Hundreds of Makers in Hannover

Maker News
Hundreds of Makers in Hannover

I learned a new German word at Maker Faire Hannover. Begreifen. It combines two meanings: to touch and to understand. It might be translated as “grasp.”

A teacher, Mathias Wunderlich, used the word to explain why he created a mapping project with his students at the Freie Aktiv Schulen, a middle school in the small town of Wülfrath. The project consists of a 10×12 km topographic map of Wülfrath, which was 3D printed as a set of 1 km square tiles. On this map, a digital projector can show different overlays or views.


Wunderlich said that combining the physical and digital in this map project was a new way to introduce students to geography. “Students use maps on smartphones to navigate but they don’t understand geography,” he said. He described bregreifen, how students could touch this physical representation, allowing students to grasp the geography of their own region. “I can even mix up the tiles and they can put it back together like a puzzle,” said Wunderlich.

To create the map, Wunderlich could not rely on available open data, such as Google Maps, because the resolution was not good enough. He needed to map data that was only available commercially, but he called the company that sold the data, and eventually found someone who understood what he wanted to do in education and they gave him the data.

Wunderlich said he didn’t invent this project but found a Swiss educator doing something similar. Yet the mapping project is a terrific example of innovation by a maker educator, who is not just teaching technology such as 3D printing but using the technology to create new interactive models for learning about the world.

The mapping project was developed at the school’s makerspace, which Wunderlich thinks might be the first school makerspace in Germany.
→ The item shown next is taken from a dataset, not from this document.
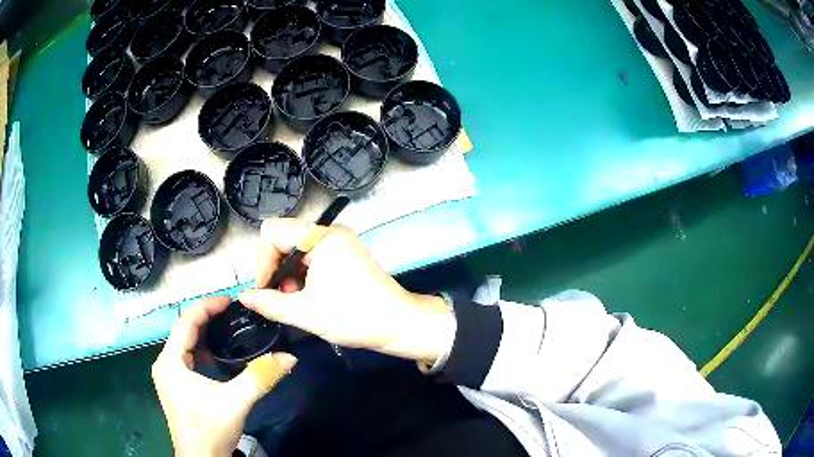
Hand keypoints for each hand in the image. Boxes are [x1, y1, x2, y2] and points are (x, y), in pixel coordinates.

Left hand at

The school is an independent school, which Wunderlich said, “can be kind of tech-phobic.” A makerspace, he said, was a good way to introduce technology and connect making with the school’s subjects and its teachers.

Fourth Year in Hannover

In its fourth year, Maker Faire Hannover had over 16,000 people and over 200 exhibits and 800 makers. For the first time, Hannover had an education day with 1,000 students experiencing Maker Faire on Friday. The majority of exhibits were inside two medium-sized halls. Outside was a tree-lined area where a few exhibits such as blacksmithing were located as well as food vendors.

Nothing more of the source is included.